Tamil Nadu Minister for Hindu Religious and Charitable Endowments
- In office 13 May 2006 – 20 May 2006
- Constituency: Madurai Central

Personal details
- Born: 27 February 1932 Theni, Madras Presidency, British India
- Died: 20 May 2006 (aged 74) Madurai, Tamil Nadu, India
- Party: Dravida Munnetra Kazhagam
- Spouse: Rukmini
- Children: Palanivel Thiagarajan
- Parent: P. T. Rajan (father)

= P. T. R. Palanivel Rajan =

Indian politician (1932-2006)

Ponnambala Thyaga Rajan Palanivel Rajan (27 February 1932 – 20 May 2006) was an Indian politician.

Born into an aristocratic landlord Kondaikatti Thondaimandala Vellalar family in Uthamapalayam. He did his schooling from Trinity College, Kandy, Sri Lanka. He graduated in political science from Madras Christian College and then studied law at Madras Law College. He was a practising lawyer before entering politics in 1967 when he joined the Dravida Munnetra Kazhagam (DMK).

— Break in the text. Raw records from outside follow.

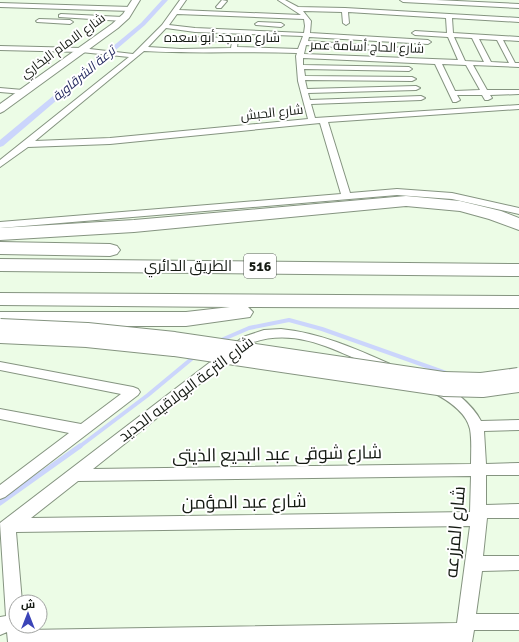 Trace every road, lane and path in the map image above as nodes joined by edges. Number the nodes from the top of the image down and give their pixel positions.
1 (136, 0) edge
2 (281, 0) edge
3 (403, 0) edge
4 (514, 0) edge
5 (519, 0) edge
6 (224, 1) edge
7 (503, 2) edge
8 (466, 3) junction
9 (184, 4) edge
10 (0, 5) edge
11 (195, 6) dead end
12 (519, 6) edge
13 (219, 7) junction
14 (344, 8) junction
15 (131, 9) junction
16 (297, 9) junction
17 (176, 12) junction
18 (236, 15) junction
19 (262, 15) junction
20 (449, 16) junction
21 (306, 17) junction
22 (470, 17) junction
23 (40, 18) dead end
24 (519, 20) edge
25 (120, 22) junction
26 (258, 24) junction
27 (287, 25) dead end
28 (166, 26) junction
29 (304, 26) junction
30 (316, 27) dead end
31 (339, 28) dead end
32 (450, 31) junction
33 (401, 32) dead end
34 (409, 32) dead end
35 (519, 32) edge
36 (307, 34) junction
37 (424, 34) junction
38 (474, 36) junction
39 (499, 38) junction
40 (180, 39) dead end
41 (254, 39) junction
42 (519, 39) edge
43 (402, 40) junction
44 (304, 43) junction
45 (367, 47) junction
46 (0, 48) edge
47 (144, 49) junction
48 (234, 49) junction
49 (404, 50) junction
50 (85, 51) junction
51 (300, 54) junction
52 (432, 54) junction
53 (136, 56) junction
54 (369, 59) junction
55 (406, 61) junction
56 (465, 63) junction
57 (489, 64) junction
58 (516, 65) edge
59 (300, 67) junction
60 (409, 69) junction
61 (302, 78) junction
62 (412, 79) junction
63 (416, 88) junction
64 (0, 90) edge
65 (305, 90) junction
66 (22, 92) junction
67 (519, 92) edge
68 (453, 93) junction
69 (485, 93) junction
70 (307, 102) junction
71 (426, 105) junction
72 (519, 107) edge
73 (0, 109) edge
74 (494, 109) junction
75 (461, 111) junction
76 (324, 120) junction
77 (312, 121) junction
78 (28, 144) junction
79 (0, 164) edge
80 (346, 196) junction
81 (519, 212) edge
82 (519, 224) edge
83 (0, 225) edge
84 (0, 234) edge
85 (0, 248) edge
86 (0, 265) edge
87 (309, 267) junction
88 (519, 270) edge
89 (0, 299) edge
90 (285, 302) junction
91 (519, 302) edge
92 (0, 319) edge
93 (0, 331) edge
94 (0, 366) edge
95 (519, 380) edge
96 (0, 414) edge
97 (519, 425) edge
98 (476, 426) junction
99 (83, 430) junction
100 (519, 469) edge
101 (479, 470) junction
102 (76, 475) junction
103 (0, 493) edge
104 (519, 511) edge
105 (479, 515) junction
106 (6, 528) edge
107 (519, 563) edge
108 (473, 564) junction
109 (10, 594) edge
110 (519, 622) edge
111 (48, 632) edge
112 (465, 632) edge

1 - 15 street, شارع الامام البخاري
2 - 16 street
3 - 8 street
4 - 5 street
6 - 13 street
7 - 8 street
7 - 12 street
8 - 22 street
9 - 17 street
10 - 15 street
11 - 13 street
13 - 18 street
14 - 16 street
14 - 20 street
14 - 31 street
15 - 25 street, شارع الامام البخاري
16 - 21 street
17 - 18 street
17 - 28 street
18 - 19 street
19 - 21 street
19 - 26 street
20 - 22 street
20 - 32 street
21 - 29 street
22 - 24 street
23 - 25 street
25 - 50 street, شارع الامام البخاري
26 - 27 street
26 - 41 street
28 - 41 street
28 - 47 street
29 - 30 street
29 - 36 street
32 - 35 street
32 - 37 street
32 - 38 street
32 - 56 street
33 - 43 street
34 - 37 street
36 - 41 street
36 - 43 street
36 - 44 street
37 - 52 street
38 - 39 street
38 - 57 street
39 - 42 street
39 - 58 street
40 - 48 street
41 - 48 street, شارع مسجد أبو سعده
41 - 51 street, شارع مسجد أبو سعده
43 - 49 street
43 - 52 street
44 - 45 street
44 - 51 street
45 - 49 street
45 - 54 street
46 - 50 street
47 - 48 street, شارع مسجد أبو سعده
47 - 53 street
49 - 55 street
50 - 53 street
50 - 66 street, شارع الامام البخاري
51 - 54 street, شارع الحاج أسامة عمر
51 - 59 street
52 - 55 street, شارع الحاج أسامة عمر
52 - 56 street
52 - 68 street
53 - 78 street
54 - 55 street, شارع الحاج أسامة عمر
55 - 60 street
56 - 57 street
56 - 69 street
57 - 58 street
59 - 60 street
59 - 61 street
60 - 62 street
61 - 62 street
61 - 65 street
62 - 63 street
63 - 65 street
63 - 71 street
64 - 66 street
65 - 70 street
66 - 73 street, شارع الامام البخاري
67 - 69 street
68 - 69 street
68 - 75 street
69 - 74 street
70 - 71 street
70 - 77 street
71 - 75 street, شارع الحبش
71 - 76 street, شارع الحبش
72 - 74 street, شارع الحبش
74 - 75 street, شارع الحبش
76 - 77 street, شارع الحبش
76 - 80 street
77 - 78 street, شارع الحبش
78 - 79 street
80 - 81 street
80 - 83 street
82 - 84 highway
85 - 87 highway
86 - 87 highway, الطريق الدائري / 516
87 - 88 highway, الطريق الدائري / 516
89 - 90 highway
90 - 91 highway
90 - 92 highway
93 - 95 highway, bridge
94 - 99 street, شارع الترعة البولاقيه الجديد
96 - 99 street
97 - 98 street
98 - 101 street, شارع المزرعه
98 - 102 street, شارع الترعة البولاقيه الجديد
99 - 103 street, شارع الترعة البولاقيه الجديد
100 - 101 street, شارع شوقى عبد البديع الذيتى
101 - 102 street, شارع شوقى عبد البديع الذيتى
101 - 105 street, شارع المزرعه
102 - 106 street, شارع الترعة البولاقيه الجديد
104 - 105 street, شارع عبد المؤمن
105 - 106 street, شارع عبد المؤمن
105 - 108 street, شارع المزرعه
106 - 109 street
107 - 108 street
108 - 112 street, شارع المزرعه
110 - 112 street
111 - 112 street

Rajan was first elected to the Tamil Nadu Legislative Assembly from Theni in 1967 and was re-elected in 1971. He was elected in 1996 from the Madurai West Constituency. In 2001 he was defeated by 708 votes after M. K. Alagiri worked against him and other DMK candidates. He was earlier elected to the Tamil Nadu Legislative Council.

Rajan was Speaker of the Tamil Nadu Legislative Assembly from 1996 to 2001. He was elected from Madurai Central and was the Minister for Hindu Religious and Charitable Endowments in the Government of Tamil Nadu at the time of his death on 20 May 2006 at the age of 74. Madurai Kamaraj University conferred the Doctor of Law on him (Honoris Causa) in 1997.

His father P. T. Rajan was Chief Minister of Madras Presidency. His son, Palanivel Thiaga Rajan was an MLA and was the finance minister of Tamil Nadu and Minister of Information Technology and Digital Services in the M. K. Stalin ministry.